The current trial enrolled patients with one or more of these mutations, and they were randomized to receive either standard hormone therapy or olaparib. Patients in the olaparib cohort experienced delayed disease progression on average: seven months compared to just three months for the standard treatment cohort.

Further, about 60 percent of men in the olaparib group showed no disease progression at six months compared to 23 percent in the standard cohort.

The benefit was observed across the board, irrespective of the patient’s prior treatment where the cancer had spread to (bone, liver or lymph nodes), the patient’s PSA (prostate-specific antigen) or age.

The drug is currently under review by the Food and Drug Administration and if approved, it would make available a new genomically targeted treatment that could provide benefit to prostate cancer patients, according to Hussain.

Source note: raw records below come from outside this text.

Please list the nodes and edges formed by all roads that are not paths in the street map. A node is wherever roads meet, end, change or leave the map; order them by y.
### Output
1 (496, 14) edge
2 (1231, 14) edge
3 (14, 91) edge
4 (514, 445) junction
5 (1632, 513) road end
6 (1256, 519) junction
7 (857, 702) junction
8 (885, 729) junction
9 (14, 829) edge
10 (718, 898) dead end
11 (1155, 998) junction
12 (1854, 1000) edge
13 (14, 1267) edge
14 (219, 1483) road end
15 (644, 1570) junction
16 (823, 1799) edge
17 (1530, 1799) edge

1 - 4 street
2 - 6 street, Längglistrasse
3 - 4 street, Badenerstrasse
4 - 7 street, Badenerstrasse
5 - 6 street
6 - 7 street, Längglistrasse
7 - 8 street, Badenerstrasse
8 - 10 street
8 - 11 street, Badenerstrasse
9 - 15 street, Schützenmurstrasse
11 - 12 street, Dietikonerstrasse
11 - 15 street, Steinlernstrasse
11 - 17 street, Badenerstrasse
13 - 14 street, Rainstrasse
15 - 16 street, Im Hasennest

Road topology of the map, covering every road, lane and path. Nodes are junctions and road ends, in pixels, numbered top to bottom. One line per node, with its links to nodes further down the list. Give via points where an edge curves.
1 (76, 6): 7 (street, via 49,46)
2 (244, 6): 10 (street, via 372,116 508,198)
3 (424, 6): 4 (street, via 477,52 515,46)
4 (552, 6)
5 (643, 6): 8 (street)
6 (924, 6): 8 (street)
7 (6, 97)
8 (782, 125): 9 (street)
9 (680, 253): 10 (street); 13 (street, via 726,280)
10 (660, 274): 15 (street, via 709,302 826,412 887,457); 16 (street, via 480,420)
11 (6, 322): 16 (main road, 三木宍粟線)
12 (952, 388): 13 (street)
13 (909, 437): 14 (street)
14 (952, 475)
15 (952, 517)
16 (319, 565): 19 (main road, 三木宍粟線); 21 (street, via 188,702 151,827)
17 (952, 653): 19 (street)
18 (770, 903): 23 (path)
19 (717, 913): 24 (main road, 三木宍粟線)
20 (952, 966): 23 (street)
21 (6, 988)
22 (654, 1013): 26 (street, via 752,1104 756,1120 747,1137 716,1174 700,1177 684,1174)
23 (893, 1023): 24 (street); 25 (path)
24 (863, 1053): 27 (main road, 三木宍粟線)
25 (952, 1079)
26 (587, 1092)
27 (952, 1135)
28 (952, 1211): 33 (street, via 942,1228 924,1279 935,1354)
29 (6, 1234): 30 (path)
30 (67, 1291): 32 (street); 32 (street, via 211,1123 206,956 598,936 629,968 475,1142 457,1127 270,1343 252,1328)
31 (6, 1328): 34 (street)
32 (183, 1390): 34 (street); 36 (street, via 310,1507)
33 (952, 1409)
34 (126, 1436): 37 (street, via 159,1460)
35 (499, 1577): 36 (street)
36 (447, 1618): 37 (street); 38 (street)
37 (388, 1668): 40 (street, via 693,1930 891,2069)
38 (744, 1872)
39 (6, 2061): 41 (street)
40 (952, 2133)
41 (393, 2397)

“The approach in the treatment of this disease to date has been a ‘one size fits all approach,’ yet different patients respond differently to the current standard of care treatments,” Hussain said. “Better personalization of therapy allows for maximizing the benefit to risk ratio.”

This study was sponsored by AstraZeneca and is part of an alliance between AstraZeneca and Merck Sharp & Dohme, a subsidiary of Merck.